Postgres Tree Shootout part 2: Adjacency List using CTEs

2014-11-27 @ 00:06:43

here.

This is the second post in an ongoing series dealing with storing Hierarchical or Tree data structures in Postgres. You should read the Introduction if you haven’t already.

This post contains the queries that illustrate how an Adjacency List model can be used to represent a Hierarchical set of data, including data definitions, and the various operations that have been defined in the aforementioned introduction.

I’ve discussed Adjacency Lists in the past, but I’ll quickly recap why I think they are good.

They are conceptually simple to understand
They enforce referential integrity
They can be modelled with most ORMs without any extra infrastructure
Many of the operations are non-complex
Recursive queries allow us to perform the complex queries in reasonable time

To help build suspense (but more because I haven’t yet come up with a way to generate a nice reproducible, yet complex tree), this post may discuss the complexity of the queries, but will not contain any measurements.

Initial tree

Before each operation, our data will look like this (where parents point to children):

We will assume reversion back to this structure after each operation: we could do this using a TRUNCATE followed by an INSERT; or we could run the operation in a transaction and rollback.

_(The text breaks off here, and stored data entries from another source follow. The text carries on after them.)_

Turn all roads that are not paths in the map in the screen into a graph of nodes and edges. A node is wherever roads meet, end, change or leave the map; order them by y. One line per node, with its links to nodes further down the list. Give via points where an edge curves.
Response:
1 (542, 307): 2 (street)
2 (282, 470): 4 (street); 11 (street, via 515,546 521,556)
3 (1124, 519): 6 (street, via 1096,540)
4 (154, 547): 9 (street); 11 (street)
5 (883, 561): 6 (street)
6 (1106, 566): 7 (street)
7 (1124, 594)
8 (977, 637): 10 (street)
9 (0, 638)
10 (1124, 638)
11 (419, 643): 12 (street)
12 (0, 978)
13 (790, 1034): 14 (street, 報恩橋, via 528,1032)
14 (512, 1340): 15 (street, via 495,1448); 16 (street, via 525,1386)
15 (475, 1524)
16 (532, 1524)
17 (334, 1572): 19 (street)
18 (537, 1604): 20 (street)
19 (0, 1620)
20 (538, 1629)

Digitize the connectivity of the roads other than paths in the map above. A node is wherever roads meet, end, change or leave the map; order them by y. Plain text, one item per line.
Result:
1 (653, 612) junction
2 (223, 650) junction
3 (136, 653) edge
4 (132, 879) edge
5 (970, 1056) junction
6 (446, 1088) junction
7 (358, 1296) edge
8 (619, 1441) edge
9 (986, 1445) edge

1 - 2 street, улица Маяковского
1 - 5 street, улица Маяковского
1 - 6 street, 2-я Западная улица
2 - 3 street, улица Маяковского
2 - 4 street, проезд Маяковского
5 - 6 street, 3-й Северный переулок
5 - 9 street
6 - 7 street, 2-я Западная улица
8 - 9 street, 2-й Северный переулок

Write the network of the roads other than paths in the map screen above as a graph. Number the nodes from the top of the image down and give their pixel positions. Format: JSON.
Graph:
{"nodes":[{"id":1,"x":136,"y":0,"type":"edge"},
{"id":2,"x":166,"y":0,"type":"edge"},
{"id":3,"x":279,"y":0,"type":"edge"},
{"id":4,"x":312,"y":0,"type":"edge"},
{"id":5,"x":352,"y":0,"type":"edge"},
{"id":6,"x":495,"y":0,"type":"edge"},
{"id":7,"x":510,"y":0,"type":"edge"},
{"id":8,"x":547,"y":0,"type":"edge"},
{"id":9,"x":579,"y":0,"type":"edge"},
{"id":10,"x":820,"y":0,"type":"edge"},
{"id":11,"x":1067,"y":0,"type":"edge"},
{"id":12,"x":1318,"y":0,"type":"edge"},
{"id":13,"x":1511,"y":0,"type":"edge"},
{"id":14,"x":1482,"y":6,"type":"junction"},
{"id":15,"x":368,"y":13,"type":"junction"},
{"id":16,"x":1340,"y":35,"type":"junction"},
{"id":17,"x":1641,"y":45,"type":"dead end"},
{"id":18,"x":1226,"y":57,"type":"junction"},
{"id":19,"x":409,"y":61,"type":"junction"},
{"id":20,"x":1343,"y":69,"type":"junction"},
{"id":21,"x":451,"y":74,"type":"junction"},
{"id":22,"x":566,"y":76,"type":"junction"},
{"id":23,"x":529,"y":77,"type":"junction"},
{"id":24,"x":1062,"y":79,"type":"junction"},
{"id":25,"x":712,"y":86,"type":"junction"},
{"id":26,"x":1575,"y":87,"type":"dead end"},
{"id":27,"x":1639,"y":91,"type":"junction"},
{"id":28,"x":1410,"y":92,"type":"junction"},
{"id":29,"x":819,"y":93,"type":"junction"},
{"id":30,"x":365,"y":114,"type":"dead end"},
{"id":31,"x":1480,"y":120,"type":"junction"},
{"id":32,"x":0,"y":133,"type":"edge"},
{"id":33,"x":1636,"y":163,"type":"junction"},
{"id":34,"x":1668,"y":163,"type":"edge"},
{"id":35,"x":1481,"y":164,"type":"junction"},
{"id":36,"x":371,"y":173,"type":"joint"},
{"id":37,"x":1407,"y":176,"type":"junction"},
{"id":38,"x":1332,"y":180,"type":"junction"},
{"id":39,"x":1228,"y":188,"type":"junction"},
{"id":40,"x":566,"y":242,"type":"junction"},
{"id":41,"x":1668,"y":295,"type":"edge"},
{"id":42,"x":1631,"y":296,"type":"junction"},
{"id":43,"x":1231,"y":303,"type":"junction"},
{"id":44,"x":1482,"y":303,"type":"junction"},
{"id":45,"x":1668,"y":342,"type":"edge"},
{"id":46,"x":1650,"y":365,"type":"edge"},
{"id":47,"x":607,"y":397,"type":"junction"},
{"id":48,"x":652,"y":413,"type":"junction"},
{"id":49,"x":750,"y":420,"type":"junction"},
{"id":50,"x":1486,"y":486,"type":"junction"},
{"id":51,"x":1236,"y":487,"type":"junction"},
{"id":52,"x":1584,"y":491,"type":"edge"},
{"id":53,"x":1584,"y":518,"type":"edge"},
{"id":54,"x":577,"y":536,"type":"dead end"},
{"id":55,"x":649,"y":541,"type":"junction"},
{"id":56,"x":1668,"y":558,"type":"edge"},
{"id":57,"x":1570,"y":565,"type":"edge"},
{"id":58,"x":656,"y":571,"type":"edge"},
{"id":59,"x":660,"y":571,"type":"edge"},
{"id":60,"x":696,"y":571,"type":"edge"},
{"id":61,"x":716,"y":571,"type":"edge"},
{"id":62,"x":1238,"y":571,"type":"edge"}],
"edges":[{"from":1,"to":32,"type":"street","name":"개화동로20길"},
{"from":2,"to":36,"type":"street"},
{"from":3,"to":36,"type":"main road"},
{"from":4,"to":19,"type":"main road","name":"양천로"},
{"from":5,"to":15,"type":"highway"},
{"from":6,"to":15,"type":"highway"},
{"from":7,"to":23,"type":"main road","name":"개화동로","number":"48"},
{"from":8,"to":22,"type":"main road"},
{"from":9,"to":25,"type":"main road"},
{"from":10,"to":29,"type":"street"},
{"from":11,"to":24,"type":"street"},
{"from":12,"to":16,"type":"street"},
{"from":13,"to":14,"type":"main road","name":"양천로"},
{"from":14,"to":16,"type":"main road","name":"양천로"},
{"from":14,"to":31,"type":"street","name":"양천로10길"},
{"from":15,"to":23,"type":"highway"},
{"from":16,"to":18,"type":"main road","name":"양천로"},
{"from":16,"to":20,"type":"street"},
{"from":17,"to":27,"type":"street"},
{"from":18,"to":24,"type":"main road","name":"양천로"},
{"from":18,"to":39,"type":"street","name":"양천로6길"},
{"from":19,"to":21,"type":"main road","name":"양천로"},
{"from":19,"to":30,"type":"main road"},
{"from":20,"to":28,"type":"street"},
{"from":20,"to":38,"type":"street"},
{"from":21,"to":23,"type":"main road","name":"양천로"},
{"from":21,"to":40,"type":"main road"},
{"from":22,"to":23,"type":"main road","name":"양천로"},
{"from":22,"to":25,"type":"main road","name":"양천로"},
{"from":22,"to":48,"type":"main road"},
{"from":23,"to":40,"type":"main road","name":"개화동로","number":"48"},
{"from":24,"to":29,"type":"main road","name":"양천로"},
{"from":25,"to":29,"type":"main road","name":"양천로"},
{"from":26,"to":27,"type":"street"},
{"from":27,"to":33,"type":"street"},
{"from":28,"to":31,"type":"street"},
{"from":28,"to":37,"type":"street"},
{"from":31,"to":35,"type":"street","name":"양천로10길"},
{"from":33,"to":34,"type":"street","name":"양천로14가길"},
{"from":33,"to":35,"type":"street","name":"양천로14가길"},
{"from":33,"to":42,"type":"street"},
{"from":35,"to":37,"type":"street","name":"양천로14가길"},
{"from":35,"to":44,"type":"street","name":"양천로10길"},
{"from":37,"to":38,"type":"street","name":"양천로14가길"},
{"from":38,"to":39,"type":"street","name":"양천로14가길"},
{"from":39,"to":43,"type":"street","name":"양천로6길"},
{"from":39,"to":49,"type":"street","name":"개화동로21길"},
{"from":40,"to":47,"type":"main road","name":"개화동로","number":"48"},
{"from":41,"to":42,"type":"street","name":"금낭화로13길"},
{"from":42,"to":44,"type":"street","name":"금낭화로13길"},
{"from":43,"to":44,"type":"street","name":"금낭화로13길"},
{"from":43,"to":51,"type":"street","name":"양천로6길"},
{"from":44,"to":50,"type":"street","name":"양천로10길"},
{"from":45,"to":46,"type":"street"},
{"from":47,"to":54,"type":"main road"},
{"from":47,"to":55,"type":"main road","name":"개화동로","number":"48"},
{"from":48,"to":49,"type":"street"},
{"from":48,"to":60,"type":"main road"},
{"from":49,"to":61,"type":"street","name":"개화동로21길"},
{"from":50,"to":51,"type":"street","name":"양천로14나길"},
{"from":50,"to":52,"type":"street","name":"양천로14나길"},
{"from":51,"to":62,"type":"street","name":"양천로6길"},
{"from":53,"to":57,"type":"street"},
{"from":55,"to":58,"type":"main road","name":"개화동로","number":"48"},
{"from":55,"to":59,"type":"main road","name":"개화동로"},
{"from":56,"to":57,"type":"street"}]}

There may be a post which shows the effects of each of the queries below in a graphical form.

Table structure

Adjacency Lists are dead simple. Each node simply contains a reference to it’s parent node.

CREATE TABLE nodes (
  node_id SERIAL PRIMARY KEY,
  parent_id INTEGER REFERENCES nodes(node_id)
);

We can insert our data using a single statement:

INSERT INTO nodes VALUES
  (1, NULL),
  (2, 1),
  (3, 1),
  (4, 2),
  (5, 2),
  (6, 3),
  (7, 3),
  (8, 4),
  (9, 8),
  (10, NULL),
  (11, 10),
  (12, 11),
  (13, 11),
  (14, 12),
  (15, 12),
  (16, 12);

Insertions

Inserting a single leaf node is simple. To insert a single node as a child of node 13, for example:

INSERT INTO nodes (parent_id) VALUES (13);

Inserting a new root node is slightly more complicated. In most ORMs, we would probably do it in two queries: one to create the new node, and a second to update the other root nodes to point to this one. We’ll see that below.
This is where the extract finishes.